Interestingly yesterday both the BBC and RTE reported that a Northern Ireland developer McDaid Developments (Ireland) Limited which was reportedly placed in administration in June 2010 with GBP £42m of BoI loans may cost BoI GBP £36m in losses (both the BBC and RTE seem to say that the company’s assets will realise GBP £8m and less than GBP £1m is owed to unsecured creditors which would presumably mean that BoI’s losses were less than GBP £35m?). A GBP £36m loss on a GBP £42m loan would equate to an 85% haircut. And that was with BoI whose lending practices were reportedly sounder than Anglo’s. BoI has had a 36% haircut in Tranches 1 and 2. Will these smaller-scale developers increase the haircuts? We’ll see.
(3) The Long Term Economic Value (LEV) compared with the Current Market Value (CMV) of the loans acquired. A controversial aspect of the NAMA scheme is that the PIs are being paid for their loans not at the values they are worth today (or more correctly were worth on 30th November, 2009 which is NAMA’s Valuation Date) but what they will be worth over a longer period of time. When NAMA published its draft Business Plan in October 2009, the estimate was that the LEV would be 15% higher than the CMV but the experience of Tranches 1 and 2 was that it was 11% and 9% respectively with an average of 10%. The higher the LEV compared with the CMV, the more risk NAMA is taking that prices will recover.

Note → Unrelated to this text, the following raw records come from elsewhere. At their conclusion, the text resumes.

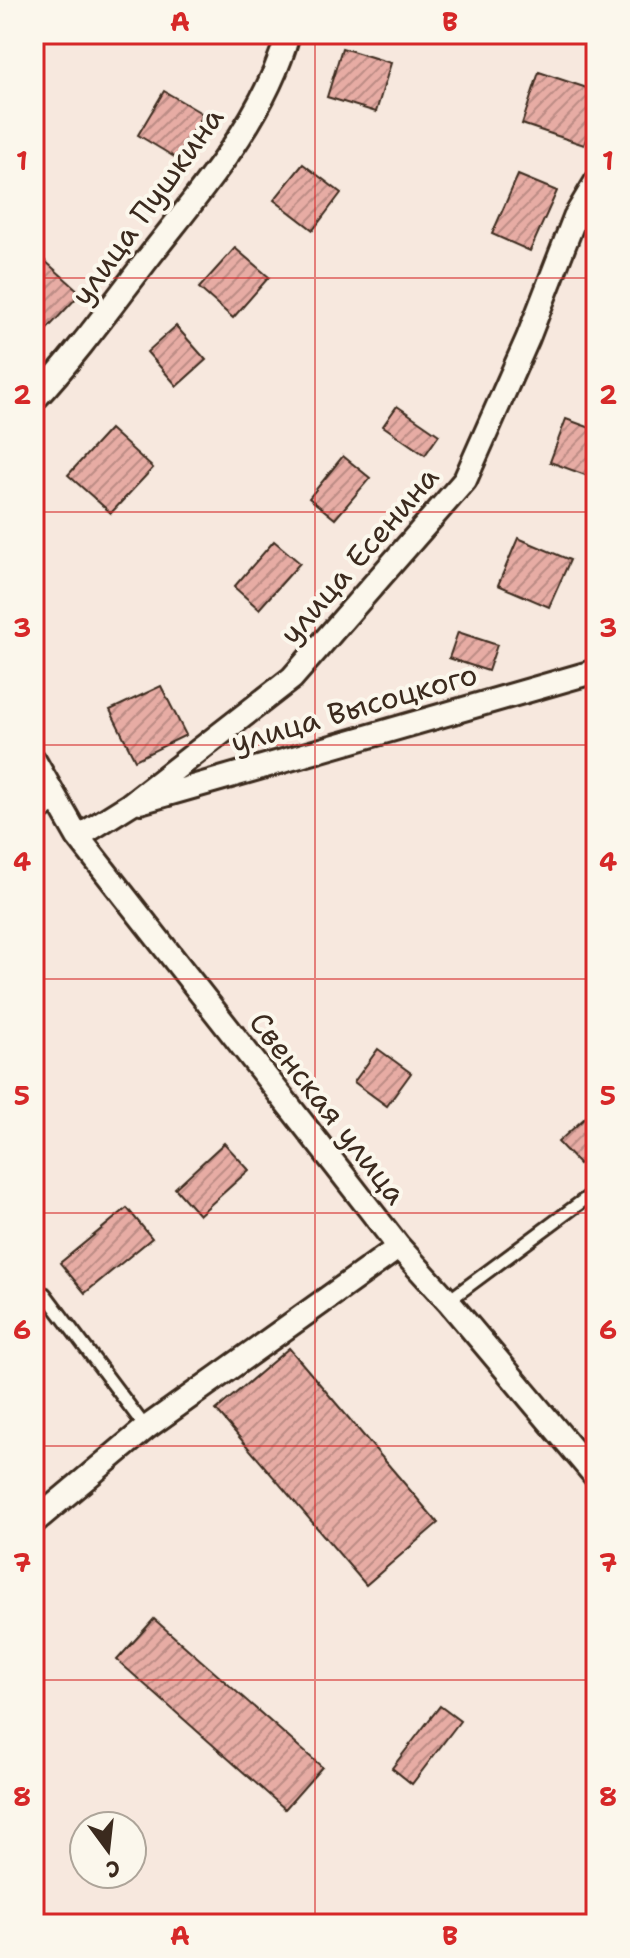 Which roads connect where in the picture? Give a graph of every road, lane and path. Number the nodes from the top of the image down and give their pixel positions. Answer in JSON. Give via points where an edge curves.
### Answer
{"nodes":[{"id":1,"x":288,"y":34,"type":"edge"},
{"id":2,"x":596,"y":182,"type":"edge"},
{"id":3,"x":34,"y":400,"type":"edge"},
{"id":4,"x":596,"y":671,"type":"edge"},
{"id":5,"x":34,"y":760,"type":"edge"},
{"id":6,"x":55,"y":798,"type":"junction"},
{"id":7,"x":129,"y":805,"type":"junction"},
{"id":8,"x":34,"y":813,"type":"edge"},
{"id":9,"x":78,"y":837,"type":"junction"},
{"id":10,"x":596,"y":1191,"type":"edge"},
{"id":11,"x":399,"y":1247,"type":"junction"},
{"id":12,"x":45,"y":1294,"type":"dead end"},
{"id":13,"x":448,"y":1301,"type":"junction"},
{"id":14,"x":146,"y":1428,"type":"junction"},
{"id":15,"x":596,"y":1477,"type":"edge"},
{"id":16,"x":34,"y":1522,"type":"edge"}],
"edges":[{"from":1,"to":3,"type":"street","name":"улица Пушкина","via":[[244,129],[211,178]]},
{"from":2,"to":7,"type":"street","name":"улица Есенина","via":[[575,217],[465,480],[292,678]]},
{"from":4,"to":7,"type":"street","name":"улица Высоцкого"},
{"from":5,"to":6,"type":"street","name":"Свенская улица"},
{"from":6,"to":8,"type":"street"},
{"from":6,"to":9,"type":"street","name":"Свенская улица"},
{"from":7,"to":9,"type":"street","name":"улица Есенина"},
{"from":9,"to":11,"type":"street","name":"Свенская улица"},
{"from":10,"to":13,"type":"lane"},
{"from":11,"to":13,"type":"street","name":"Свенская улица"},
{"from":11,"to":14,"type":"street"},
{"from":12,"to":14,"type":"lane"},
{"from":13,"to":15,"type":"street","name":"Свенская улица"},
{"from":14,"to":16,"type":"street"}]}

(4) The split of loans between the various property categories. It is one of NAMA’s paradoxes that it is primarily supposed to be taking over “land and development” loans and yet in tranches 1 and 2 these loans accounted for less than 30% of the total – the reason: NAMA is taking over loans associated with land and development so it ends up with commercial property, investments, hotels etc. Speaking of hotels, the Irish Hotel Federation will be looking out to see how many more hotels have entered the NAMA sphere of control – in tranches 1 and 2, NAMA acquired 48 hotels secured on loans, 35 in the State and 13 elsewhere. NAMA may well end up with 100 of the 900-odd hotels in the State.
(5) The future – NAMA might provide some information on the future tranches.
NAMA has an EU deadline of February 2011 to transfer all the loans, though as has been suggested here several times ultimately moving that deadline will be no big deal – the more important point is that NAMA’s objective is to replace a class of assets that has high overall “toxicity” in the PIs with cash-exchangeable NAMA bonds and that banks can use these to restore credit conditions in the economy. That is the real risk to the State from delays in NAMA’s acquisition stage.
Will NAMA be reducing the amount of paperwork required so that it can complete due diligence of loans acquired. Famously NAMA requires 1000 items of data for each loan and banks are not happy with the burden that places on them. Reducing the data requirements might expedite transfers but will it make valuations riskier and will the EU accept the valuations?
What is happening with NAMA-bound loans at the PIs that are being disposed of? AIB in the UK is disposing of €3.2bn of loans, Anglo €1bn in the UK and US and BoI has reduced its estimate of NAMA-bound loans from €16bn to €12.2bn. Why is NAMA allowing these loans to slip away and will it provide an update?
Hopefully we’ll have answers to the above in the next couple of days.
UPDATE: 30th September, 2010. With this morning’s announcements from the Minister for Finance Brian Lenihan and the Central Bank Governor and Financial Regulator, it remains unclear if Tranche 3 has been abandoned. NAMA will hopefull issue a statement later today to confirm the tranche arrangements in light of the earlier announcements.